How to write prometheus alert rules for mesos and HAProxy process down.?

I am working on a task where I need to configure and validate prometheus alertmanager.User should get alert when mesos process and HAProxy process is down, I tried to find alert rules for these on internet, but did not find proper. Can any one tell me how to write the alert rules for these. basically need condition clause.
This depends on how you are monitoring things. Let's use HAProxy as an example and say you are using the HAProxy Exporter (https://github.com/prometheus/haproxy_exporter) to monitor it. The HAProxy Exporter includes a metric named haproxy_up, which indicates whether it successfully scraped HAProxy (when Prometheus in turn scraped the exporter). If HAProxy couldn't be scraped, haproxy_up will have a value of 0 and you can alert on that. Let's say your HAProxy Exporter has a Prometheus job name of haproxy-exporter. You could then write an alerting rule like this:
ALERT HAProxyDown
IF haproxy_up{job="haproxy-exporter"} == 0
FOR 5m
LABELS {
severity = "page"
}
ANNOTATIONS {
summary = "HAProxy {{ $labels.instance }} down",
description = "HAProxy {{ $labels.instance }} could not be scraped."
}
This will send an alert if any HAProxy instance could not be scraped for more than 5 minutes.
If you wanted to know whether the exporter (instead of HAProxy itself) was down, you could instead use the expression up{job="haproxy-exporter"} == 0 to find any down HAProxy Exporter instances. Probably you'll want to check both actually.
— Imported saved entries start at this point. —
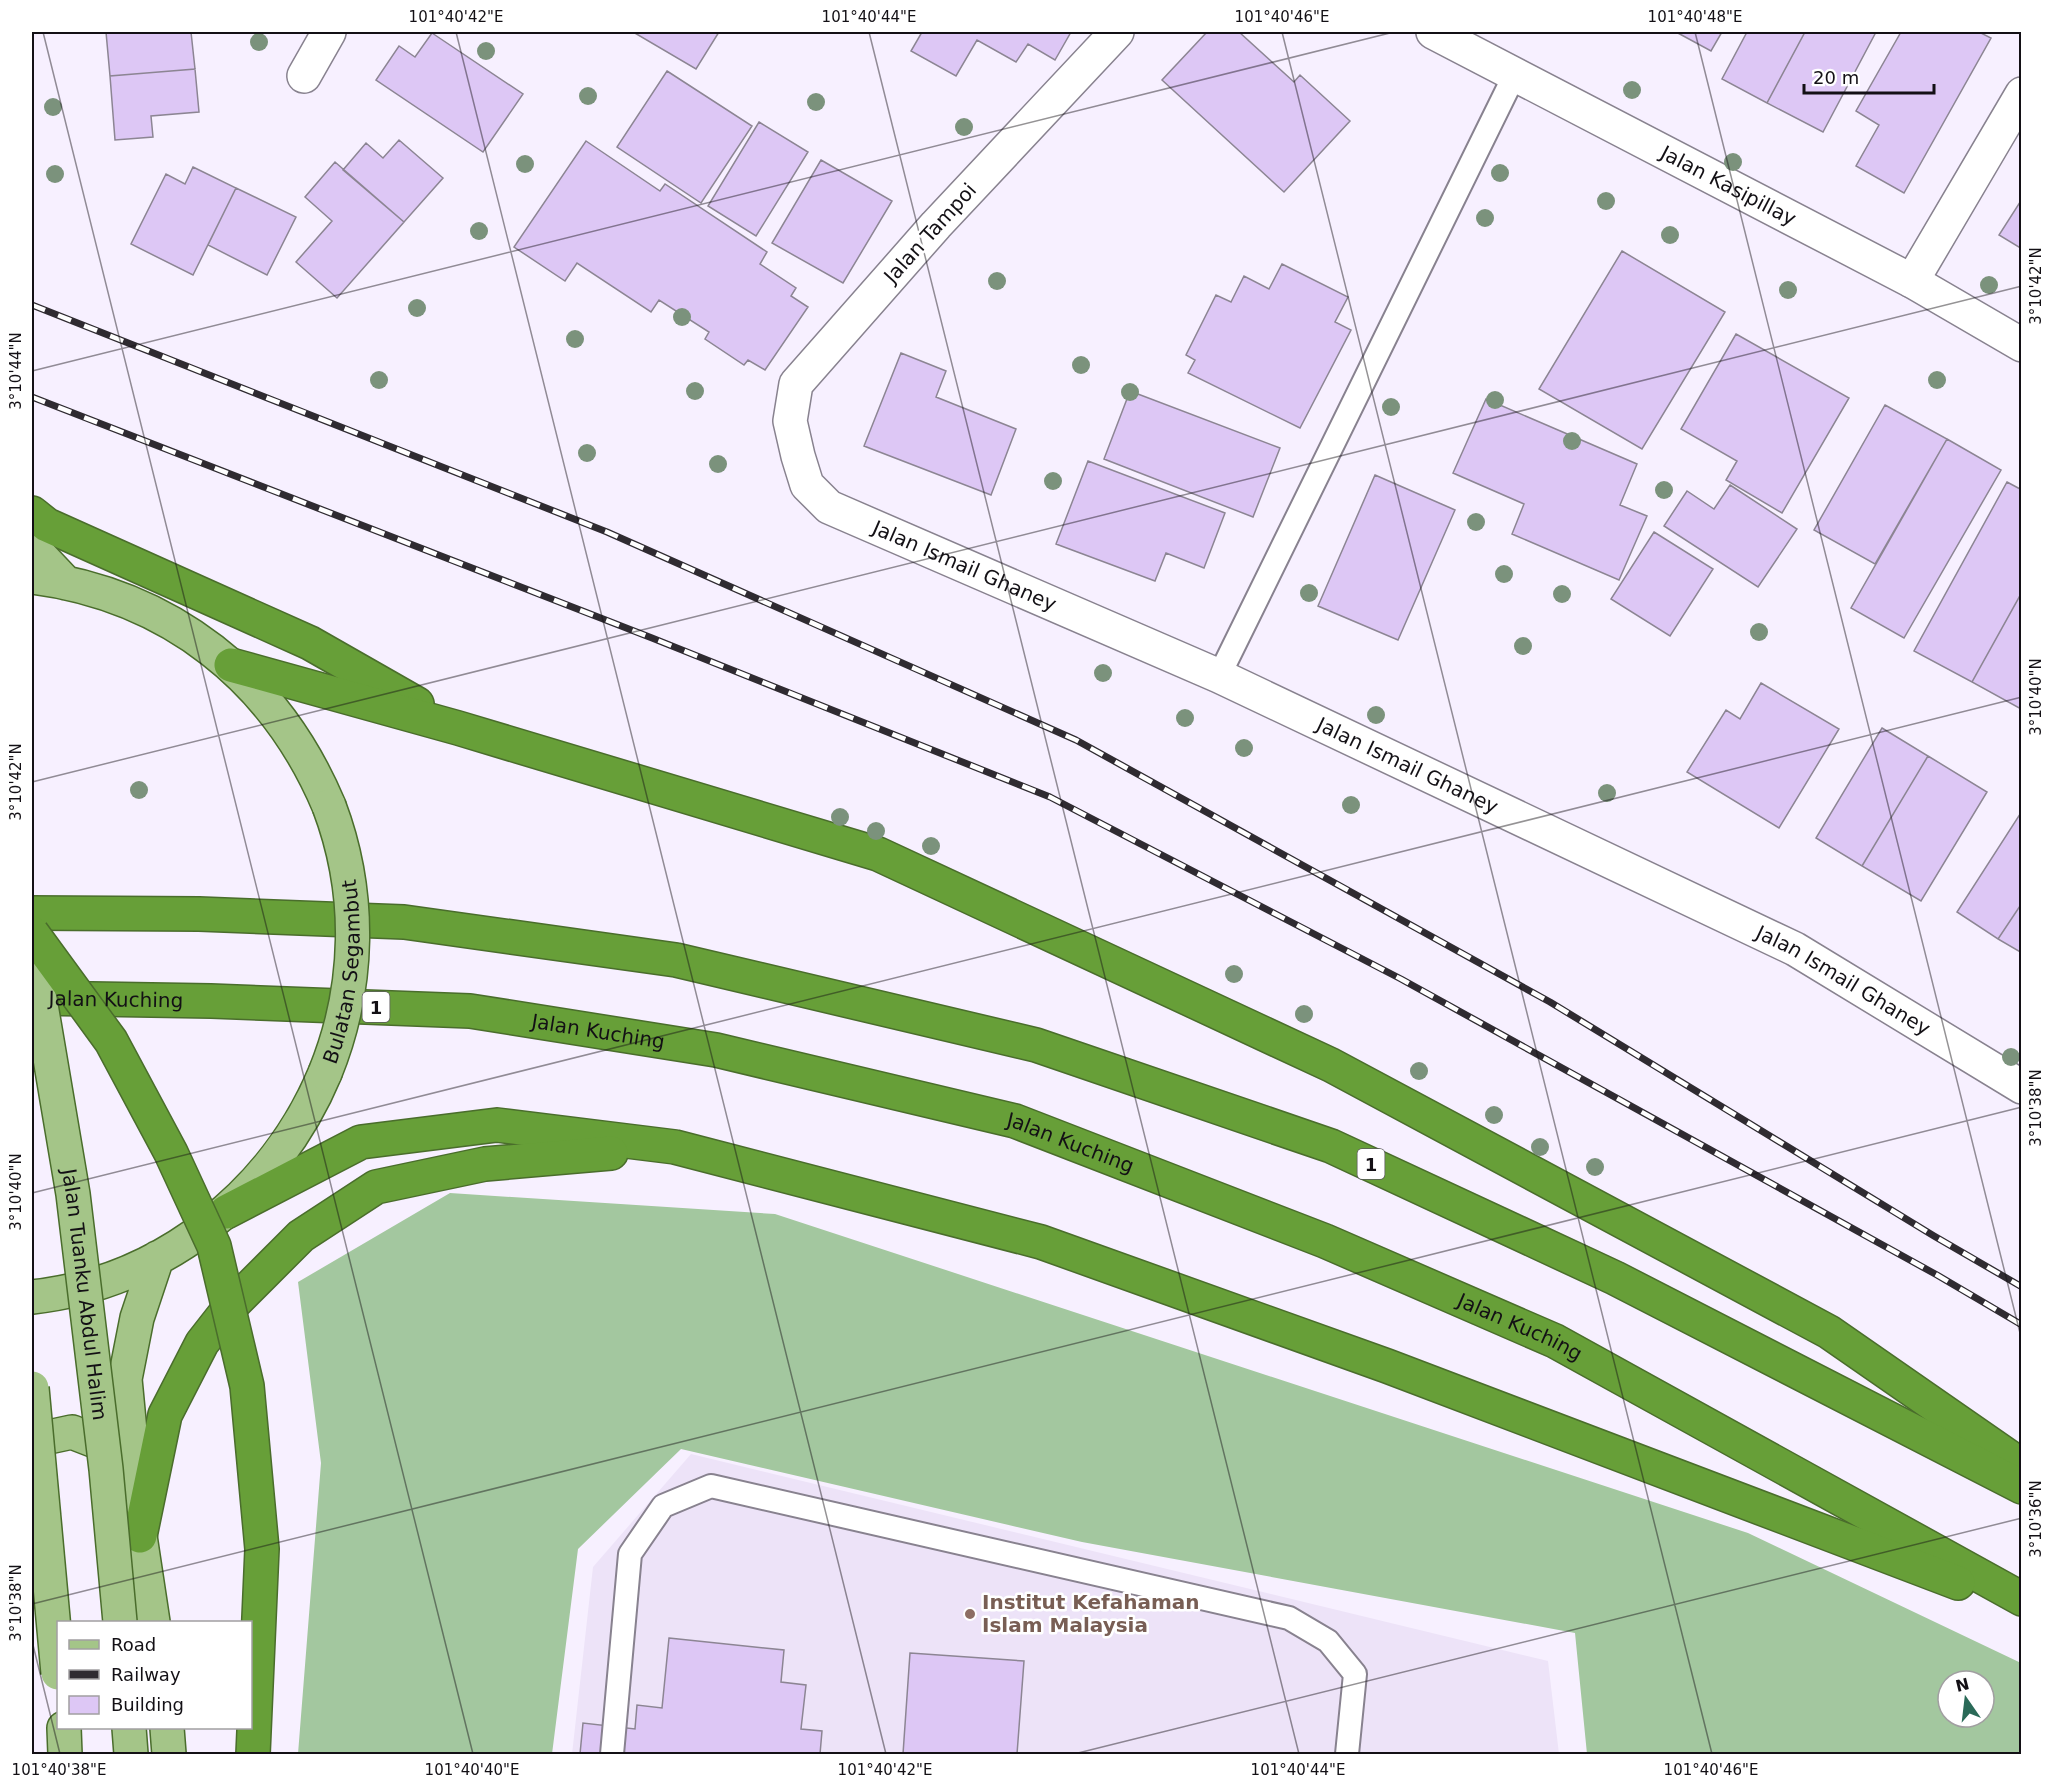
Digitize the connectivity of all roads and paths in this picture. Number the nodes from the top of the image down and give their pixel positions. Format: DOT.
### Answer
graph roads {
  1 [pos="329,32"];
  2 [pos="1117,32"];
  3 [pos="1433,32"];
  4 [pos="1515,74"];
  5 [pos="304,76"];
  6 [pos="2022,94"];
  7 [pos="1912,281"];
  8 [pos="2022,345"];
  9 [pos="798,456"];
  10 [pos="32,513"];
  11 [pos="32,547"];
  12 [pos="32,577"];
  13 [pos="66,583"];
  14 [pos="231,665"];
  15 [pos="1219,676"];
  16 [pos="458,728"];
  17 [pos="32,913"];
  18 [pos="32,933"];
  19 [pos="32,969"];
  20 [pos="32,998"];
  21 [pos="2022,1087"];
  22 [pos="675,1147"];
  23 [pos="225,1212"];
  24 [pos="157,1258"];
  25 [pos="32,1297"];
  26 [pos="32,1388"];
  27 [pos="32,1449"];
  28 [pos="2022,1466"];
  29 [pos="2022,1487"];
  30 [pos="140,1536"];
  31 [pos="2022,1599"];
  32 [pos="2022,1607"];
  33 [pos="120,1621"];
  34 [pos="153,1621"];
  35 [pos="57,1662"];
  36 [pos="64,1729"];
  37 [pos="129,1729"];
  38 [pos="167,1729"];
  39 [pos="65,1755"];
  40 [pos="131,1755"];
  41 [pos="169,1755"];
  42 [pos="253,1755"];
  43 [pos="612,1755"];
  44 [pos="1347,1755"];
  1 -- 5 [label="street"];
  2 -- 9 [label="street, Jalan Tampoi"];
  3 -- 4 [label="street, Jalan Kasipillay"];
  4 -- 7 [label="street, Jalan Kasipillay"];
  4 -- 15 [label="lane"];
  6 -- 7 [label="street"];
  7 -- 8 [label="street, Jalan Kasipillay"];
  9 -- 15 [label="street, Jalan Ismail Ghaney"];
  10 -- 16 [label="highway"];
  11 -- 13 [label="main road"];
  12 -- 13 [label="main road, Bulatan Segambut"];
  13 -- 14 [label="main road, Bulatan Segambut"];
  14 -- 16 [label="highway"];
  14 -- 23 [label="main road, Bulatan Segambut, bridge"];
  15 -- 21 [label="street, Jalan Ismail Ghaney"];
  16 -- 28 [label="highway"];
  17 -- 29 [label="highway, 1"];
  18 -- 42 [label="highway, bridge"];
  19 -- 33 [label="main road, Jalan Tuanku Abdul Halim, bridge"];
  20 -- 31 [label="highway, Jalan Kuching / 1"];
  22 -- 23 [label="highway"];
  22 -- 30 [label="highway"];
  22 -- 32 [label="highway"];
  23 -- 24 [label="main road, Bulatan Segambut"];
  24 -- 25 [label="main road, Bulatan Segambut"];
  24 -- 30 [label="main road, Jalan Tuanku Abdul Halim"];
  26 -- 35 [label="main road, bridge"];
  27 -- 30 [label="main road"];
  30 -- 34 [label="main road, Jalan Tuanku Abdul Halim"];
  36 -- 39 [label="main road"];
  37 -- 40 [label="main road"];
  38 -- 41 [label="main road"];
  43 -- 44 [label="lane"];
}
I can't say much about Mesos and its exporter since I don't have any experience with them, but I imagine it would be something similar.
Also for export mesos metrics you should use mesos-exporter. https://github.com/prometheus-junkyard/mesos_exporter
https://hub.docker.com/r/prom/mesos-exporter/
It also has mesos_up metric. Your alert should be the same like HaProxy alert:
ALERT MesosMasterDown
IF mesos_up{job="mesos-master-exporter"} == 0
FOR 5m
LABELS {
severity = "page"
}
ANNOTATIONS {
summary = "Mesos master {{ $labels.instance }} down",
description = "Mesos master {{ $labels.instance }} could not be scraped."
}
ALERT MesosSlaveDown
IF mesos_up{job="mesos-slave-exporter"} == 0
FOR 5m
LABELS {
severity = "page"
}
ANNOTATIONS {
summary = "Mesos slave {{ $labels.instance }} down",
description = "Mesos slave {{ $labels.instance }} could not be scraped."
}